For Parokya ni Edgar front man Chito Miranda, the Elements camp, which is mounted by 7101 Music Nation headed by Tao Corp. CEO Julio D. Sy Jr., is more of a retreat, one special week every year during which he gets back to his roots and appreciates once again the reason that he got into music in the first place—that is, to express himself in a meaningful and sincere way.

Thus, despite his ultra-busy schedule, Miranda says, he does his best to set aside that one week for his mentor duties in Elements, which include guiding the campers through the exercises and sharing his own experience when he was just starting out in the industry.

Miranda describes the camp as inspiring, certainly one that he would not mind attending every year, even if he had to pay for his own plane ticket.

Another fulfilled mentor is rapper Abra, an ambassador of the Organisasyon ng Pilipinong Mang-Aawit, who says he was “blown away” by the unique experience, from hearing the original compositions of talented young singers and songwriters, to talking shop with the established names in the industry and senior camp advisers, such as composers Ryan Cayabyab, Jim Paredes and Noel Cabangon.
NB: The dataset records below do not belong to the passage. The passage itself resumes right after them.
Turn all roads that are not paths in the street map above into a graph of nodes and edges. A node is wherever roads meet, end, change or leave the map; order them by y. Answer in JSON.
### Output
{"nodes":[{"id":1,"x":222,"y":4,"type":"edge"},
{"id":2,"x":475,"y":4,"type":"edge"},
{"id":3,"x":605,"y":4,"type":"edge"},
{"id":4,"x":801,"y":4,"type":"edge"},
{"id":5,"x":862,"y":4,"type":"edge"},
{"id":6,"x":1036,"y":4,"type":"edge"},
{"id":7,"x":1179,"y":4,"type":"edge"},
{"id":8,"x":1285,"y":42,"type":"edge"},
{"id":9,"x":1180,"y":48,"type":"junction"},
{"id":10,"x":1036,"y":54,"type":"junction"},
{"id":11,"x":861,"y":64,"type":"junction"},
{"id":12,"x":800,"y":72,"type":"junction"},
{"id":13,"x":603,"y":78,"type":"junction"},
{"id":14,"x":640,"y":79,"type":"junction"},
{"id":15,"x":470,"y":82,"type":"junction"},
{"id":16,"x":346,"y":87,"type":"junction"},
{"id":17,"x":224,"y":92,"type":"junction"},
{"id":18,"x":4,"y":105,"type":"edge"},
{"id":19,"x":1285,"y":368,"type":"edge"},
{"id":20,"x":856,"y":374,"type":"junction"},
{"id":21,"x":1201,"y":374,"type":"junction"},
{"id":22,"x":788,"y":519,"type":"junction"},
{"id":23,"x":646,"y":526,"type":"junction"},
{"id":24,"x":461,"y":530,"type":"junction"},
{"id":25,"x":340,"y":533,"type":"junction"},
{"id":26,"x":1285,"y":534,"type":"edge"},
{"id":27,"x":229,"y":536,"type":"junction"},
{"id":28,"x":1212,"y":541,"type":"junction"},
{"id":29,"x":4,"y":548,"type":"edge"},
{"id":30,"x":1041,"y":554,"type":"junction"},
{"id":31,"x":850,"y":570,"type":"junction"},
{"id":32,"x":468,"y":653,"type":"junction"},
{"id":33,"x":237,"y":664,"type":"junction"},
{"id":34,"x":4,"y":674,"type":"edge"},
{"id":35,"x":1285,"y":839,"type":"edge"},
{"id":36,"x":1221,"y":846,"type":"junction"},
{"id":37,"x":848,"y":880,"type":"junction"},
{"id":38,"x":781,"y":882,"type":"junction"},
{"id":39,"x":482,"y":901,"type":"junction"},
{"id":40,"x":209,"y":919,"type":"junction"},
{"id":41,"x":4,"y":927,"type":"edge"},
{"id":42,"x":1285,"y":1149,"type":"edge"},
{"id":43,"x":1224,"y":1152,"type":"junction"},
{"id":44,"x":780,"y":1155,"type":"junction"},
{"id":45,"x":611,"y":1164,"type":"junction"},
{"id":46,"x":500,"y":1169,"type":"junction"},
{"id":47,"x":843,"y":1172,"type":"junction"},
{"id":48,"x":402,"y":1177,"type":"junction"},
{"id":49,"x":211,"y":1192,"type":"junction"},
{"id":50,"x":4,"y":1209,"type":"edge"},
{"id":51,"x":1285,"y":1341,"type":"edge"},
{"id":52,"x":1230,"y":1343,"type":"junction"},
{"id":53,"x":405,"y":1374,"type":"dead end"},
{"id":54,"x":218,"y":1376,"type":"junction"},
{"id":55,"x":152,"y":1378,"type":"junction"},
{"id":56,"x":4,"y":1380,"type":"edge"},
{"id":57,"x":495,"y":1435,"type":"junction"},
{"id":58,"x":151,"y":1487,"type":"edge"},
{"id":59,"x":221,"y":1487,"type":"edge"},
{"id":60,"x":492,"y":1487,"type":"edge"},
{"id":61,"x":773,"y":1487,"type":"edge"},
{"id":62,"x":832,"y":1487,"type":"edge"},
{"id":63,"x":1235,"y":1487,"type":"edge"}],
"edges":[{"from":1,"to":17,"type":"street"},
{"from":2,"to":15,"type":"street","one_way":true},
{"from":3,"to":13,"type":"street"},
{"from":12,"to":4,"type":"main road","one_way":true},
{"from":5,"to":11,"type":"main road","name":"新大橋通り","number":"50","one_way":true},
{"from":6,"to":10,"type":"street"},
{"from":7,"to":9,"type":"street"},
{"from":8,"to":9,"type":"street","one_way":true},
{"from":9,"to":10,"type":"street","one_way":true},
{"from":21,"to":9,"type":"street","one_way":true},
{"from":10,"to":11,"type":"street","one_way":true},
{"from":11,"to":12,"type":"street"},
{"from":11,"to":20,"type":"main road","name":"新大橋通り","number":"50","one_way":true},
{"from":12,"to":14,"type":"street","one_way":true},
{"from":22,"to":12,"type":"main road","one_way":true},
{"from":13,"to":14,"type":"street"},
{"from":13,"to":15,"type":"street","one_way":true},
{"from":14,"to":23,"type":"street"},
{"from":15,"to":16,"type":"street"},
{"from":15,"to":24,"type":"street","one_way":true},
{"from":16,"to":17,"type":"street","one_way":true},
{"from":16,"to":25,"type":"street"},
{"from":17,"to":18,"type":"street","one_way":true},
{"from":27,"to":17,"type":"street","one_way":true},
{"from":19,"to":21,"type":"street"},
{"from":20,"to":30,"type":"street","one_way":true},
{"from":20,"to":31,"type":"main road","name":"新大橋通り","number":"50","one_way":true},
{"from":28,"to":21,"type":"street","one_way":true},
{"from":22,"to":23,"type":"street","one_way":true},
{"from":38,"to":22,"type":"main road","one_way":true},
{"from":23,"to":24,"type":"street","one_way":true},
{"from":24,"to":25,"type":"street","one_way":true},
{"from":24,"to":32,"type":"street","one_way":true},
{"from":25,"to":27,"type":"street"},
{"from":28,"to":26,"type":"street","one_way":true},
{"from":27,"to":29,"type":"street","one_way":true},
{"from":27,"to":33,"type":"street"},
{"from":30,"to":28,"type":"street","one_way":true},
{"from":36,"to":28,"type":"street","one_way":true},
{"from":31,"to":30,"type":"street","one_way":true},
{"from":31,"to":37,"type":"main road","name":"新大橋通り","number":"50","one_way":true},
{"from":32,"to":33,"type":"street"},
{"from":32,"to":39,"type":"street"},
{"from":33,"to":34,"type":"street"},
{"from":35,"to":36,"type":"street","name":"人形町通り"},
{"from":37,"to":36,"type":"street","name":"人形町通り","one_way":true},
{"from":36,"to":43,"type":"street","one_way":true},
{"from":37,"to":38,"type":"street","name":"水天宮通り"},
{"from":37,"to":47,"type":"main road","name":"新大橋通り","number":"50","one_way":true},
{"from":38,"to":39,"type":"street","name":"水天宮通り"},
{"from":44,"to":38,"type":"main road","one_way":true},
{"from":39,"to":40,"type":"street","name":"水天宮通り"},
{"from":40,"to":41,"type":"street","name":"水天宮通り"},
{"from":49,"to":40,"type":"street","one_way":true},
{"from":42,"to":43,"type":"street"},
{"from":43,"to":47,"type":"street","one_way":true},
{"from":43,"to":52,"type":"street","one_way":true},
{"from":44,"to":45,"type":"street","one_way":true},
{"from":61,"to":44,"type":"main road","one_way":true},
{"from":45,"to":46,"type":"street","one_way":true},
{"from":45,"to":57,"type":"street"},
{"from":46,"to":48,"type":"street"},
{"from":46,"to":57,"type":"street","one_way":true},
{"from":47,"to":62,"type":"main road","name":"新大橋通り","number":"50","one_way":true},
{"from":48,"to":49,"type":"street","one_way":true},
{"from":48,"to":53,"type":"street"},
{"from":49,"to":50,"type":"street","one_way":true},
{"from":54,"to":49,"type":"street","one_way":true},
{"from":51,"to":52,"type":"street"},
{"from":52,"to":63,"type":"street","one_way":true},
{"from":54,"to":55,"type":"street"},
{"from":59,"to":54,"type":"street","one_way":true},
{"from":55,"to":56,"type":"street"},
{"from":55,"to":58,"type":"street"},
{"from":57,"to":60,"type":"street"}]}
The award-winning Abra says he went home with renewed energy to create music, and that the interaction with both the mentors and the students widened his horizons, adding that he is confident the experience will help his own burgeoning career.

Like some 20 other mentors who took part in the previous camp, Abra is waiting with bated breath for the call to go back to Dumaguete this year for another dose of music and magic.